The five parties to the agreements are La Société Micasa By MCG Sarl, operating in wood transformation and manufacturing with an investment of 2.6 billion FCFA and 450 jobs projected; ETS Befidi & Fils in hospitality, committing 4 billion FCFA and 300 jobs; La Société Générale des Travaux du Cameroun in manufacturing, with 1 billion FCFA and 200 jobs; Sphinx Resort Palace in tourism and leisure, with a flagship investment of 100 billion FCFA targeting 1,000 jobs; and the Société de Ciment du Cameroun, which signed an amendment to an existing convention covering a cement plant investment of over 54 billion FCFA expected to generate more than 500 direct jobs and upwards of 3,000 direct and indirect positions.

IPA General Manager urges citizens to invest at home

Speaking at the signing ceremony, IPA General Manager Boma Donatus said the conventions were purely Cameroonian and demonstrated growing confidence among national investors.

I am always pleased when I see Cameroonians who have confidence in their country, who invest in their country and who do everything to make things work,” he said.

He stressed that domestic investors serve as ambassadors for the country’s investment climate. “You are the first ambassadors of investment promotion when you invest at home,” he said, adding that foreign investors would question why they should commit capital if nationals themselves lacked confidence. According to him, the agency treats local investment with the same seriousness as foreign direct investment, as both contribute to resilience and economic transformation.

Boma highlighted that the projects span strategic sectors including hotel infrastructure, timber transformation, cement production and industrial manufacturing. He said the use of local raw materials and the promotion of import substitution were central to current policy. Referring to wood processing, he noted that Cameroon should export finished products rather than raw timber. “Tomorrow we should be meeting around conference tables made in Cameroon by Cameroonians,” he said.

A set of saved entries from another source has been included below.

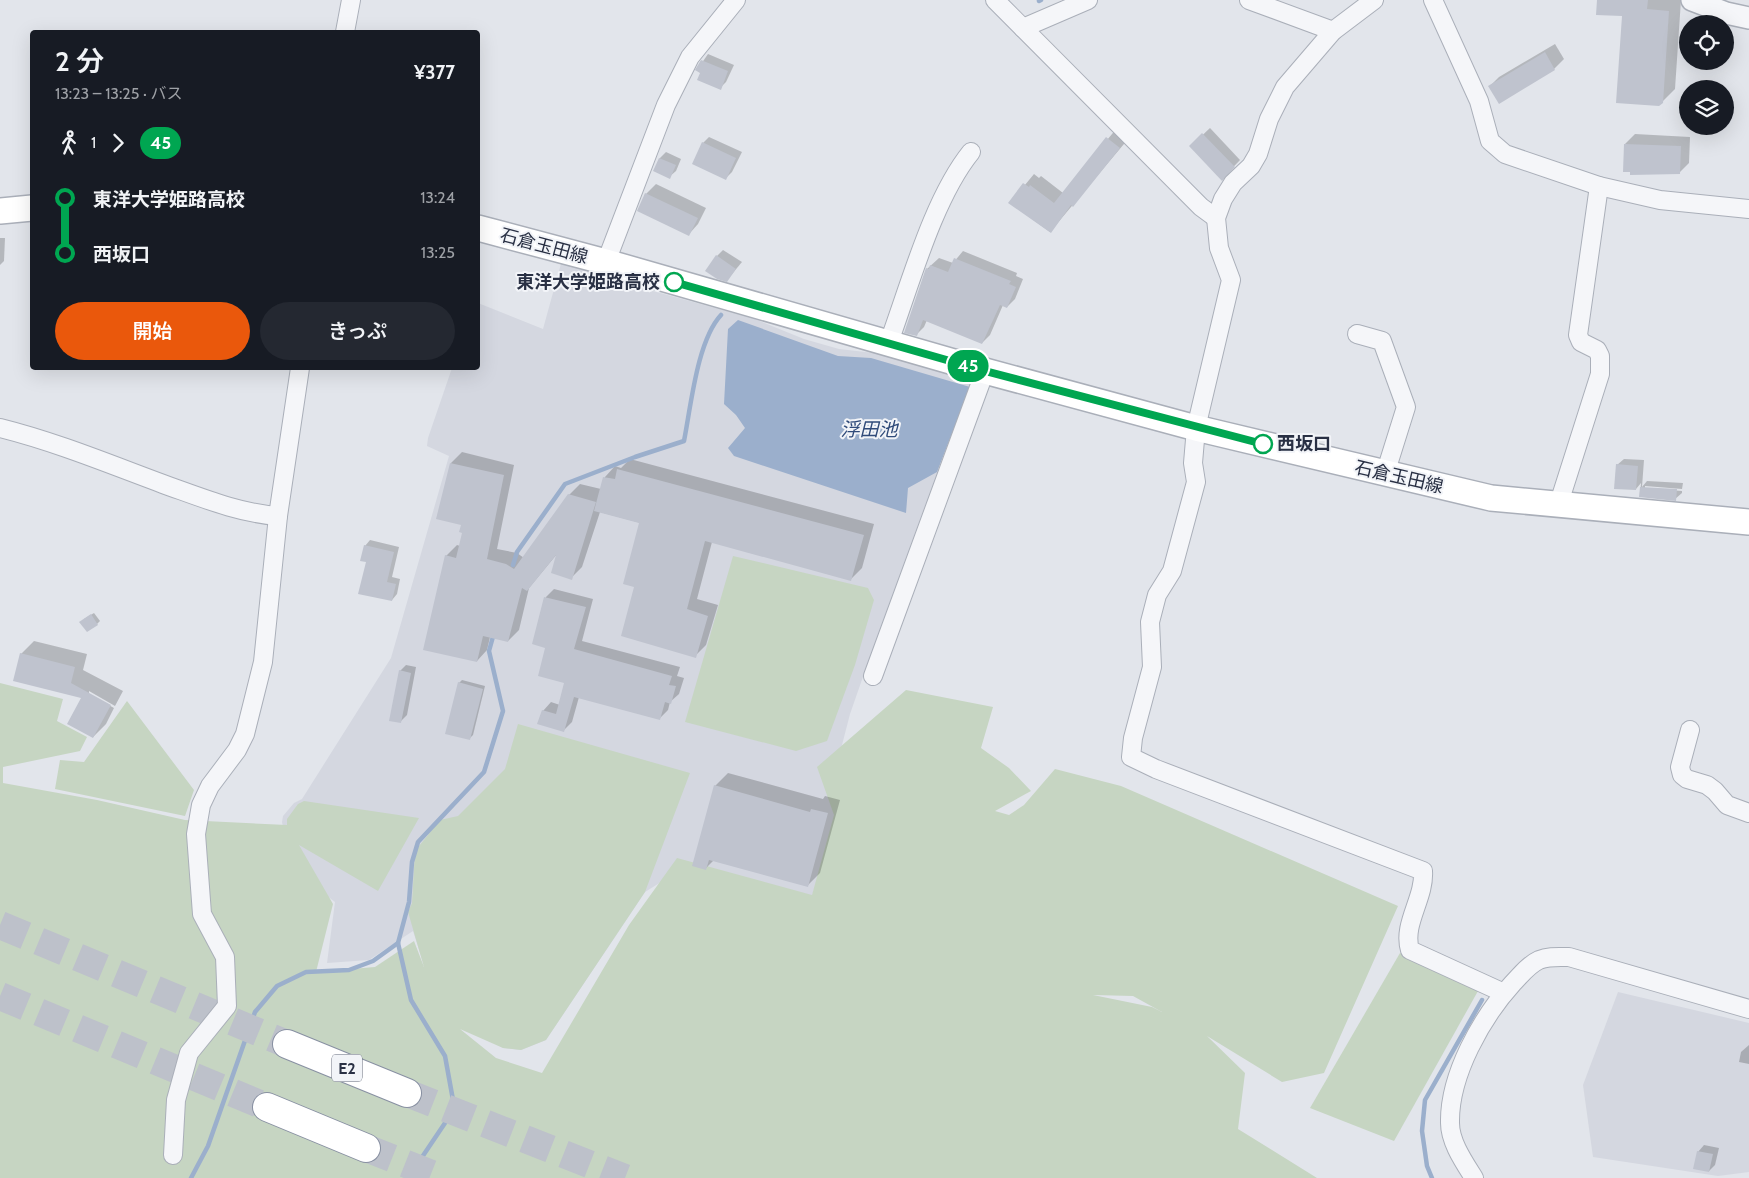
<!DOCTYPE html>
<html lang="ja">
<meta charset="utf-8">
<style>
body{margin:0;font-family:Cabin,"Noto Sans JP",sans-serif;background:#242831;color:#f1f3f6;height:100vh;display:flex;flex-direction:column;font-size:19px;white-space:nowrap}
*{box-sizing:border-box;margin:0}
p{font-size:16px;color:#9ea1a6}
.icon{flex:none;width:28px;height:28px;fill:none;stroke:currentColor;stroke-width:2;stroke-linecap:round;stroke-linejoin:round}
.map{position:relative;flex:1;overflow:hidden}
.drawer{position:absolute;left:30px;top:30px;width:450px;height:340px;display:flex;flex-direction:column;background:#171b24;border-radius:5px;box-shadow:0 5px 20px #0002}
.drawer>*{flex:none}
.badge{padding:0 10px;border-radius:16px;font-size:18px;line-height:32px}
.fabs{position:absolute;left:1679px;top:15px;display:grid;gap:10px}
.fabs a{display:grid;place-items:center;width:55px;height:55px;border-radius:50%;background:#171b24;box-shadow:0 5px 20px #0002;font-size:25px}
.map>.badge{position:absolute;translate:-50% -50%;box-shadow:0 0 0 2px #fff}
.legs{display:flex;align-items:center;gap:8px;height:55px;padding:0 25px;font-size:16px}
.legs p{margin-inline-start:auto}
.summary{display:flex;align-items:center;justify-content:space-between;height:85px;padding:0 25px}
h1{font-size:28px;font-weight:600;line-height:38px}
.primary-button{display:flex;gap:10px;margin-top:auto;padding:10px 25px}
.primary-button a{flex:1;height:58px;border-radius:30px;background:#ea580c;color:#fff;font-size:20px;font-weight:600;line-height:58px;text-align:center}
.primary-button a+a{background:#242831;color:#f1f3f6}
ul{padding:0 25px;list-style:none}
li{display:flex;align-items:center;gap:18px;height:55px;font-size:19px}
li i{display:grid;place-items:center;width:8px;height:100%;margin:0 6px;background:currentColor}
li i::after{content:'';width:12px;height:12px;margin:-6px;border:4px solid;border-radius:50%;background:#171b24}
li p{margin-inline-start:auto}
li:first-child i{background:linear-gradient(#0000 50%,currentColor 0)}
li:last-child i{background:linear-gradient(currentColor 50%,#0000 0)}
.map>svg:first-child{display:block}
.built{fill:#d4d7e0}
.green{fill:#c6d5c2;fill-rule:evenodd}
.water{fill:#9bafcc}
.shadow{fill:#0003}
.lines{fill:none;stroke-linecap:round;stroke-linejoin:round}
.stream{stroke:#9bafcc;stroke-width:4.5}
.building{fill:#bfc3ce}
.motorway-tunnel{stroke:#bdc1ca;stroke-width:28;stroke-dasharray:28 14;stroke-linecap:butt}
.minor-casing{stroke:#aaafb9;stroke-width:20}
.tertiary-casing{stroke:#aaafb9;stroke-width:24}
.secondary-casing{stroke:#aaafb9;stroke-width:28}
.motorway-casing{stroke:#8890a2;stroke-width:30}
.minor{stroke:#f5f6f9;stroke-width:18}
.tertiary{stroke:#f5f6f9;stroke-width:21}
.secondary{stroke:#fff;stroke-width:25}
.motorway{stroke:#fff;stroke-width:28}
.line-1-casing{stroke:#fff;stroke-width:11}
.line-1{stroke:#00a651;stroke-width:8}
.stop-1-dot{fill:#fff;stroke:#00a651;stroke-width:2.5}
.labels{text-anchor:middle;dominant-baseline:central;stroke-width:4;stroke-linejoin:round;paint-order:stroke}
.shield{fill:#f2f4f8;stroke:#656b7a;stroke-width:1}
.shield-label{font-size:16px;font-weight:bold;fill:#293044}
.street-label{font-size:18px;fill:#293044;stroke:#f2f4f8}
.stop-label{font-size:18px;font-weight:bold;fill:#293044;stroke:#f2f4f8;text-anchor:end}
.water-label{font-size:19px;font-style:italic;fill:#304b7a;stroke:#f2f4f8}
</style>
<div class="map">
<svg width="1749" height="1178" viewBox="0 0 1749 1178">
<rect width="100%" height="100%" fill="#e2e5eb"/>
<g class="built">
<polygon points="562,260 612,274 616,281 752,318 804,339 839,349 883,354 972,380 974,383 921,517 881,635 865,671 850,714 833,780 838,811 812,896 677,872 645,892 546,1040 521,1050 503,1048 438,1009 413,931 369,960 327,963 335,902 293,870 282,822 283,816 294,803 302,799 391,658 449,456 427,446 428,438 452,368 478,368 478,303 543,329"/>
<polygon points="1618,992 1749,1023 1749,1172 1718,1176 1593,1157 1583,1085"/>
</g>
<g class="green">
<polygon points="733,556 868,588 874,600 855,665 827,741 796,751 685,722"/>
<path d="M0 683 63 699 57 721 87 737 80 751 3 767V783L97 800 185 820 287 825V819L298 804 304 801 419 818 378 891 299 845 333 904 316 972 375 967 414 941 424 967 408 912 412 903 415 851 440 820 458 816 505 769 518 724 690 773 645 892 546 1040 521 1050 503 1048 460 1029 496 1058 542 1073 629 925 677 858 812 895 834 815 817 767 906 690 993 707 981 748 1009 768 1031 791 995 811 1009 815 1024 805 1055 769 1121 786 1398 906 1324 1073 1282 1082 1207 1036 1245 1073 1238 1129 1317 1178H0ZM1093 995 1133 996 1162 1012 1152 1007Z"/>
<polygon points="127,701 194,790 185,816 55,789 60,760 84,762"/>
<polygon points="1400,953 1478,991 1394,1141 1310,1108"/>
</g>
<polygon class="water" points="738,320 838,356 871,358 970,387 937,472 908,488 906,513 734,456 728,448 745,428 736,415 724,404 728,329"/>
<g class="shadow">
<polygon points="1598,0 1681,0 1675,89 1659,105 1623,15"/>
<polygon points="1555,44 1564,59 1554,69 1499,102 1490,86 1499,77"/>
<polygon points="708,54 734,65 726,82 720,88 697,70"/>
<polygon points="1117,128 1129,138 1050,232 1010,203 1034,174 1039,178 1041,176 1063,193"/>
<polygon points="1210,128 1240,160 1222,179 1191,146"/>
<polygon points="1635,134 1690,137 1689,163 1679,173 1625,144"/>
<polygon points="709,137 742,152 732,172 726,178 703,143"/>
<polygon points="666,152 681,159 676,171 669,177 655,171 660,158"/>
<polygon points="656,184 706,208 698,224 689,234 639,210 646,194"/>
<polygon points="0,238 5,238 4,261 0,265"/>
<polygon points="723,250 742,262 727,280 717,256"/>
<polygon points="963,251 1017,273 1016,276 1023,279 1015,299 1007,307 1003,305 990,335 982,343 927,320 924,327 916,335 927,269 939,258 953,263"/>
<polygon points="462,452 514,465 497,549 517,553 524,558 569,495 580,484 601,489 605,477 615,466 621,468 630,459 874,524 862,568 851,579 712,542 697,599 718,605 706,645 695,656 636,586 641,523 600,512 582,567 571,578 557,554 529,588 519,630 508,641 490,637 487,650 477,661 446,556 457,545 460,546 463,532 451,463"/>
<polygon points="1624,459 1644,460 1642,487 1647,481 1683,483 1682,489 1645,486 1645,488 1682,491 1682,493 1675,499 1640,496 1641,483 1636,489 1617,465"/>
<polygon points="370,540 399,547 392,577 400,579 397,594 392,600 367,561 365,546"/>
<polygon points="554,589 593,599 582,641 680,667 677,676 684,678 679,694 670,702 668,710 659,719 579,697 572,722 564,730 543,711 551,702 560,705 566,682 547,647 533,643 546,597"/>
<polygon points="94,613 100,621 97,624 84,619"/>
<polygon points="34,641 87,654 83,670 123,691 115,706 89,691 89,694 114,708 106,724 93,737 83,697 21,654"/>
<polygon points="406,665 416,667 407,715 400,722 400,671"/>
<polygon points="462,680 485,686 473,735 470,738 459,683"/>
<polygon points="728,773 823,799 825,796 840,800 820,873 807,886 714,860 706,868 715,786"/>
<polygon points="1749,1045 1749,1064 1739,1062 1741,1052"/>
<polygon points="1704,1145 1719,1148 1715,1165 1709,1171 1698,1152"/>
</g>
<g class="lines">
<g class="stream">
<polyline points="1039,1 1041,0"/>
<path d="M513 565 517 552 565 484 635 457 684 441C691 406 697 341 721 315"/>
<polyline points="191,1178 208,1146 255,1012 277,986 306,972 349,970 373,961 398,943"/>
<polyline points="408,1178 445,1123 453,1100 445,1056 411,1000 398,943 409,902 412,862 418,842 484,772 503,711 489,651 494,633"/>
<polyline points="1432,1178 1427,1166 1422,1131 1425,1100 1482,1000"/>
</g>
</g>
<g class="building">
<polygon points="1597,0 1648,0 1647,9 1669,11 1663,103 1659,106 1616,103 1622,16 1596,15"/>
<polygon points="1545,52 1555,70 1499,104 1488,86"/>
<polygon points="701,60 728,71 721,90 697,80 700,73 695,70"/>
<polygon points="1202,133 1235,167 1222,181 1189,146"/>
<polygon points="1106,137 1120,148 1073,207 1071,205 1051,233 1008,203 1023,183 1029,187 1030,185 1054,203"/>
<polygon points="702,142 736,158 726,180 692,164"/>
<polygon points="1624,144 1681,146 1680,174 1630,175 1630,172 1623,172"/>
<polygon points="659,158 676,165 670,179 653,171"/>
<polygon points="645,193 698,218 689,236 637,211"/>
<polygon points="716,255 736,269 727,282 717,279 705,271"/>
<polygon points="954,258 1011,281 1009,284 1016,287 1007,308 1000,305 982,344 923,320 917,336 904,333 926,268 929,269 930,265 948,272"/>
<polygon points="450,463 504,475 487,559 506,564 514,569 568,494 596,502 572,580 551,573 556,555 527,591 522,588 508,642 483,636 477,662 423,650 445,555 456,558 462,533 459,532 461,525 436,519"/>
<polygon points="1616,464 1638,466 1636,490 1614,489"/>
<polygon points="617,469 864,535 851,581 705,541 687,609 708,616 696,658 621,636 634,587 623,584 639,523 594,511 603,477 615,479"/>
<polygon points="1640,487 1677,489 1676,501 1639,497"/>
<polygon points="364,545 394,552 387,582 396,584 392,601 358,594 366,562 360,561"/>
<polygon points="544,597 586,607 574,649 672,676 669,685 676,686 671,704 665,702 660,720 574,697 564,732 537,724 542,710 556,714 564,683 538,676 545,648 532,644"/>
<polygon points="91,614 98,625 87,632 79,622"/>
<polygon points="20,653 75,667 71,683 111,705 93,738 67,724 81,698 13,681"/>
<polygon points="399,670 411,673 401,723 389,721"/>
<polygon points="458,682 483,689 470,740 445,734"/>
<polygon points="714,785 810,812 811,809 828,813 808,887 709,860 706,870 692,866"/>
<polygon points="1697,1151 1713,1154 1709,1172 1693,1169"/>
</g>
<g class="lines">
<g class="motorway-tunnel">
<polyline points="0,925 287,1044"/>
<polyline points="0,996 267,1107"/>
<polyline points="407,1093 625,1178"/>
<polyline points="366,1148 442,1178"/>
</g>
<defs>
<g id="minor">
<polyline points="995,0 1201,207 1216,218"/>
<polyline points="1249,0 1333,31"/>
<path d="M1374 0 1333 31 1285 87 1269 119 1258 154 1251 166 1233 183 1223 199 1216 218 1219 248 1231 280 1196 428 1193 463 1196 482 1172 571 1157 595 1150 622 1152 667 1133 738 1131 757 1156 769 1423 871C1425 898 1402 924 1410 950L1504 993"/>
<polyline points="1433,0 1479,101 1490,141 1505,154 1599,186 1660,200 1749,209"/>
<polyline points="1023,28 1088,0"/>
<polyline points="345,32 351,0"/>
<polyline points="606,262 666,105 690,57 736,0"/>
<polyline points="1357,334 1382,341 1406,407 1385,474"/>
<path d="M889 342C910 285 933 199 971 152"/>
<path d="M0 428C56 442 109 464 163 484 200 497 238 513 278 516"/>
<polyline points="1558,506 1600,374 1600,356 1597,350 1581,342 1578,335 1599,186"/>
<polyline points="873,676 985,371"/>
<polyline points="1690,730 1680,767 1682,775 1687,779 1707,785 1715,791 1727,805 1749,813"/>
<polyline points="173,1155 176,1100 189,1053 227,1006 225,957 202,914 196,834 201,805 210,786 237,750 245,734 263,662 278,516 300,368"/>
<path d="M1474 1178C1464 1162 1450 1142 1450 1123 1449 1075 1482 1017 1513 983 1521 975 1528 965 1539 960 1549 956 1558 957 1569 957L1749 1009"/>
</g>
<polyline id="tertiary" points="1692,0 1726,13 1749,18"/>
<g id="secondary">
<polyline points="0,211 32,208"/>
<polyline points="478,228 606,262 985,371 1196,428 1491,498 1749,522"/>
</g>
<g id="motorway">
<polyline points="287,1044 407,1093"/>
<polyline points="267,1107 366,1148"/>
</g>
</defs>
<use href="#minor" class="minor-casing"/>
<use href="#tertiary" class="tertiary-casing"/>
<use href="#secondary" class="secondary-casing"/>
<use href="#motorway" class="motorway-casing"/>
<use href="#minor" class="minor"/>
<use href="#tertiary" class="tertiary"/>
<use href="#secondary" class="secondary"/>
<use href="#motorway" class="motorway"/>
</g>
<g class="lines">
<defs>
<polyline id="line-1" points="674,282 985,371 1263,444"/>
</defs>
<use href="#line-1" class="line-1-casing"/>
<use href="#line-1" class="line-1"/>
</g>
<g class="stop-1-dot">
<circle cx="674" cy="282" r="9"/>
<circle cx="1263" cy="444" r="9"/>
</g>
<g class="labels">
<rect class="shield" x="332" y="1054.5" width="30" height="27" rx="4"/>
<g class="shield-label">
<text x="347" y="1068">E2</text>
</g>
<g class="street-label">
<text transform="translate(544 246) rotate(15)">石倉玉田線</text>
<text transform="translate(1399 477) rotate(13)">石倉玉田線</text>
</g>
<g class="stop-label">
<text x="660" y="282">東洋大学姫路高校</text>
<text x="1277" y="444" text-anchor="start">西坂口</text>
</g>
<g class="water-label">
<text x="869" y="429">浮田池</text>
</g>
</g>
</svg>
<div class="fabs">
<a><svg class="icon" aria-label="locate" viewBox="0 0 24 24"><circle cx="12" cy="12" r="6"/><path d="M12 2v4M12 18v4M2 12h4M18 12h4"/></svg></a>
<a><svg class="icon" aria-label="layers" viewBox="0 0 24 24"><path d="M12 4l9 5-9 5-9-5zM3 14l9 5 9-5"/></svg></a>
</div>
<b class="badge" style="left:968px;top:366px;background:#00a651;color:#fff">45</b>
<section class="drawer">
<div class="summary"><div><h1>2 分</h1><p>13:23 – 13:25 · バス</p></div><b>¥377</b></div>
<div class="legs"><svg class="icon" aria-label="walk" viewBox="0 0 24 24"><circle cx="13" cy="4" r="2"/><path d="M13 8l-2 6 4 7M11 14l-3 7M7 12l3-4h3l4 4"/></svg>1<svg class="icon" aria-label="forward" viewBox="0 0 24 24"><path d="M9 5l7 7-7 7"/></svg><b class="badge" style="background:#00a651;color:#fff">45</b></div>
<ul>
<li><i style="color:#00a651"></i><b>東洋大学姫路高校</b><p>13:24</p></li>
<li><i style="color:#00a651"></i><b>西坂口</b><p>13:25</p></li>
</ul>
<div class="primary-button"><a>開始</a><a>きっぷ</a></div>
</section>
</div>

10-Day investment approvals and a new one-stop window

The General Manager also announced that the IPA would shortly introduce a one-stop window for investors, to be followed by a virtual equivalent enabling applicants based abroad to submit requests online and receive their accreditation within ten days. According to Boma, it is a strong signal that Cameroon is ready to do business. He added that failures to meet the ten-day target would be subject to formal accountability measures, describing the shift as part of a broader push for transparency in the investment sector. He also drew attention to a 2025 presidential ordinance enabling municipal councils to undertake their own investment projects and benefit from the same incentives available to private enterprises.

Investors speak

The Director General of Sphinx Resort Palace, Ngono Onana, said the project was born out of personal frustration at the lack of adequate accommodation while conducting business in southern Cameroon. The chain’s first four-star hotel, an 82-room property in Sangmélima, is due to open in May or June this year, with further hotels planned for Yaounde’s Efoulan district, Ebolowa and Bafang. He said the IPA convention would provide customs duty exemptions for five years during the installation phase and a further five years during operations, as well as VAT recovery rights.

Georges Wilson, Vice-President of Atlantic Group, which is developing the Société de Ciment du Cameroun plant, said the amended convention reflected an upgrade in production technology that had raised the project’s cost. The facility, with a planned capacity of one million tonnes, is expected to be operational within 24 months, with equipment importation benefiting from customs and VAT exemptions during the investment and operational phases.

Léonie Ella, General Manager of La Société Micasa By MCG Sarl, described her wood-to-furniture manufacturing project as both an industrial undertaking and a personal mission. Based in Douala and already operating across three Cameroonian cities, the company plans to establish a modern industrial unit producing kitchens, doors and office furniture. She said the first phase would create 350 direct jobs, scaling to more than 1,000, with an emphasis on training a skilled local workforce and ending what she described as the import of poor-quality furniture.